Aynı zamanda Başbakan Yardımcısı olan siyasetçi, Mehrtens'in özgürlüğüne kavuşması için 19 aydır çok çalıştıklarını belirtirken pilotun ailesinin mahremiyet talebinde bulunduğunu ve şimdilik başka bir açıklama yapılmayacağını vurguladı. 

Radio NZ'ye de konuşan Peters, henüz Mehrtens'le bizzat temasa geçmediğini söyleyip ekledi:

Müzakerelerde başarısız olmaktan hep endişelendik. Güvenin olmadığı bir ortamda en zor şey, güven sağlamak.

Reuters haber ajansı, Mehrtens'in Endonezya polisi tarafından Nduga'dan teslim alındığını ve sağlık kontrolünden geçtiğini bildirdi. 

Görsel kaldırıldı.Özgürlüğüne kavuşan pilot, Timika'ya götürüldü (Endonezya Ulusal Polisi)
 

Mehrtens, Endonezya merkezli Susi Havayolları'na ait küçük ticari uçağı 7 Şubat 2023'te Nduga bölgesindeki Paro Havalimanı'na indirdikten sonra Ayrılıkçı Özgür Papua Hareketi'nin silahlı kolu Batı Papua Ulusal Kurtuluş Ordusu'na (TPNBP) bağlı militanlar tarafından rehin alınmıştı.

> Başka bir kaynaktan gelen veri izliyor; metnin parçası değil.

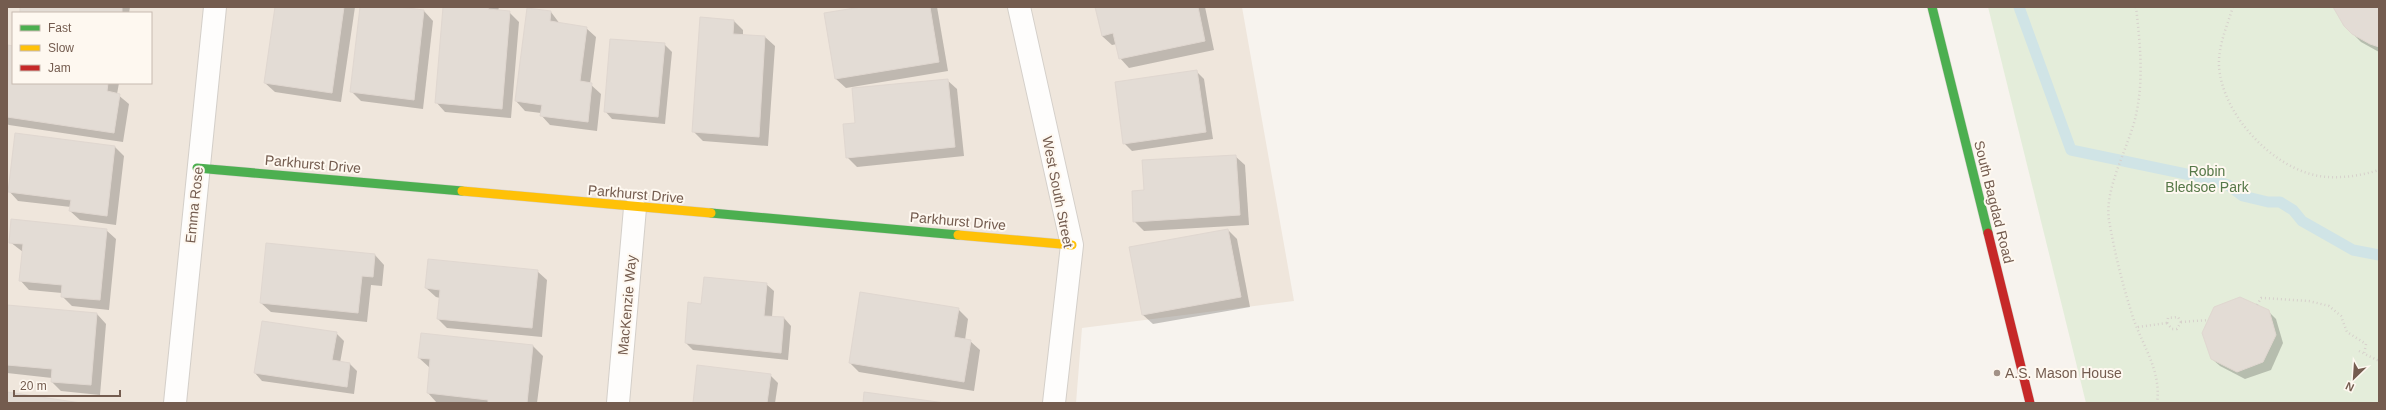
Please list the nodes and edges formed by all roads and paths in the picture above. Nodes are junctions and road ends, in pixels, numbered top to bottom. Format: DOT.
graph roads {
  1 [pos="215,7"];
  2 [pos="1019,7"];
  3 [pos="1932,7"];
  4 [pos="2136,7"];
  5 [pos="2233,7"];
  6 [pos="197,168"];
  7 [pos="2379,170"];
  8 [pos="635,208"];
  9 [pos="1072,245"];
  10 [pos="2257,305"];
  11 [pos="2208,320"];
  12 [pos="2181,322"];
  13 [pos="2167,323"];
  14 [pos="2138,328"];
  15 [pos="2359,351"];
  16 [pos="2364,354"];
  17 [pos="2379,361"];
  18 [pos="174,403"];
  19 [pos="618,403"];
  20 [pos="1054,403"];
  21 [pos="2030,403"];
  22 [pos="2157,403"];
  1 -- 6 [label="street, Emma Rose"];
  2 -- 9 [label="street, West South Street"];
  3 -- 21 [label="street, South Bagdad Road"];
  4 -- 14 [label="path"];
  5 -- 7 [label="path"];
  6 -- 8 [label="street, Parkhurst Drive"];
  6 -- 18 [label="street, Emma Rose"];
  8 -- 9 [label="street, Parkhurst Drive"];
  8 -- 19 [label="street, MacKenzie Way"];
  9 -- 20 [label="street, West South Street"];
  10 -- 16 [label="path"];
  11 -- 12 [label="path"];
  12 -- 13 [label="path"];
  12 -- 13 [label="path"];
  13 -- 14 [label="path"];
  14 -- 22 [label="path"];
  15 -- 16 [label="path"];
  16 -- 17 [label="path"];
}
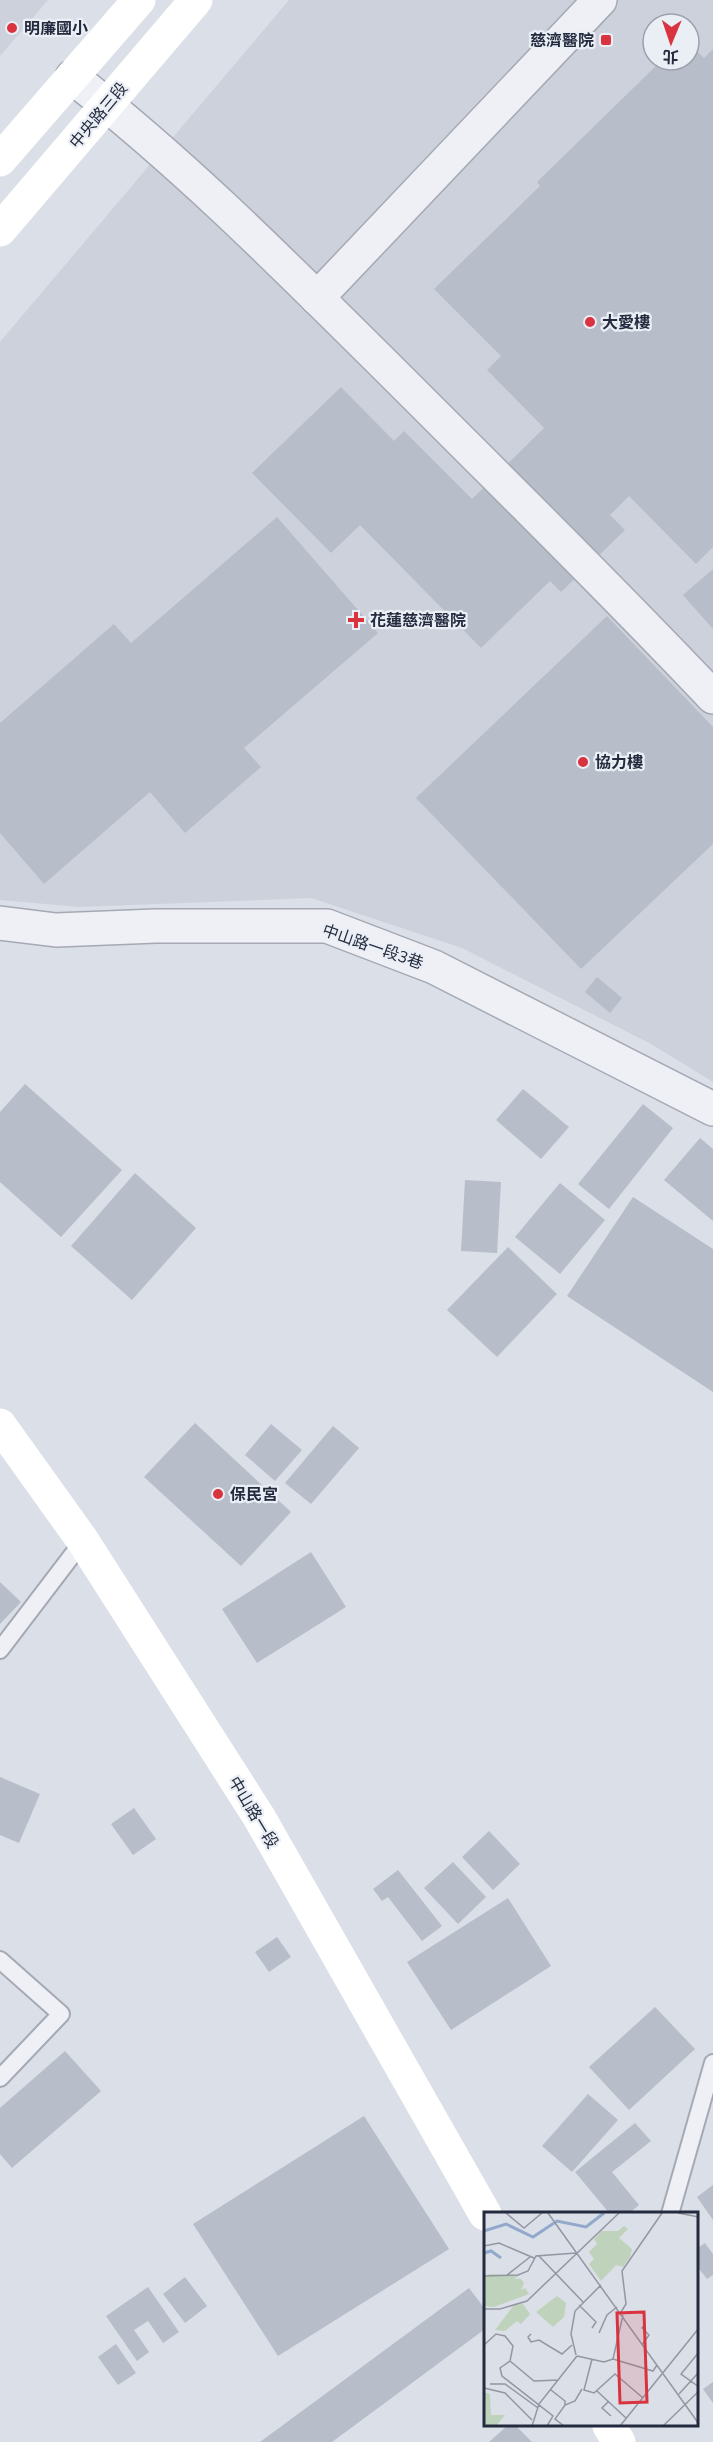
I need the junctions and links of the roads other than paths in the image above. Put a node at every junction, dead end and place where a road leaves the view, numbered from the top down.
1 (139, 0) edge
2 (196, 0) edge
3 (600, 0) edge
4 (72, 77) junction
5 (107, 104) junction
6 (0, 160) edge
7 (0, 230) edge
8 (317, 298) junction
9 (713, 697) edge
10 (0, 923) edge
11 (713, 1109) edge
12 (0, 1425) edge
13 (83, 1542) junction
14 (0, 1650) edge
15 (0, 1960) edge
16 (713, 2062) edge
17 (0, 2078) edge
18 (484, 2212) edge
19 (671, 2212) edge
20 (610, 2427) edge
21 (619, 2442) edge

1 - 4 street
2 - 5 street, 中央路三段
3 - 8 street
4 - 5 street
4 - 6 street
5 - 7 street, 中央路三段
5 - 8 street
8 - 9 street
10 - 11 street, 中山路一段3巷
12 - 13 street, 中山路一段
13 - 14 lane
13 - 18 street, 中山路一段
15 - 17 lane
16 - 19 lane
20 - 21 street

TPNBP, pilotun serbest bırakılması için Yeni Zelanda ve Endonezya yönetimleriyle barış görüşmesi yapmayı teklif etmiş fakat her iki hükümet de bunu reddetmişti. 

Sonrasında örgüt, Mehrtens'in Endonezya yönetimi tarafından yasaklanan TPNBP bayrağını tutarak açıklama yaptığı bir video paylaşmıştı.

Mehrtens, örgütün Yeni Zelanda ve Avustralya gibi ülkelerin Endonezya yönetimiyle görüşerek, Batı Papua'nın bağımsızlığını kazanmasını sağlamalarını istediğini videoda belirtmişti.

Mayıs 2023'te yayımlanan videoda, ellerinde piyade tüfeği tutan savaşçıların arasında konuşan pilot, "Görüşmeler iki ay içinde gerçekleşmezse beni vuracaklarını söylüyorlar" ifadelerini kullanmıştı.

Cakarta yönetimi tarafından "terör örgütü" olarak tanınan TPNBP, Batı Papua bölgesinin bağımsızlığını savunuyor. 

2022'de BM'ye bağlı insan hakları uzmanları, "aralarında çocuk katliamları, kaybolmalar, işkencenin de bulunduğu şoke edici eylemlerle Papua yerlilerinin hedef alınması" nedeniyle bölgeye acil insani erişim sağlanması gerektiğini duyurmuştu. 

Bölge, 1969'da yapılan tartışmalı referandumla Endonezya'nın kontrolüne girmişti. O tarihten önceyse Hollanda'nın sömürgesiydi.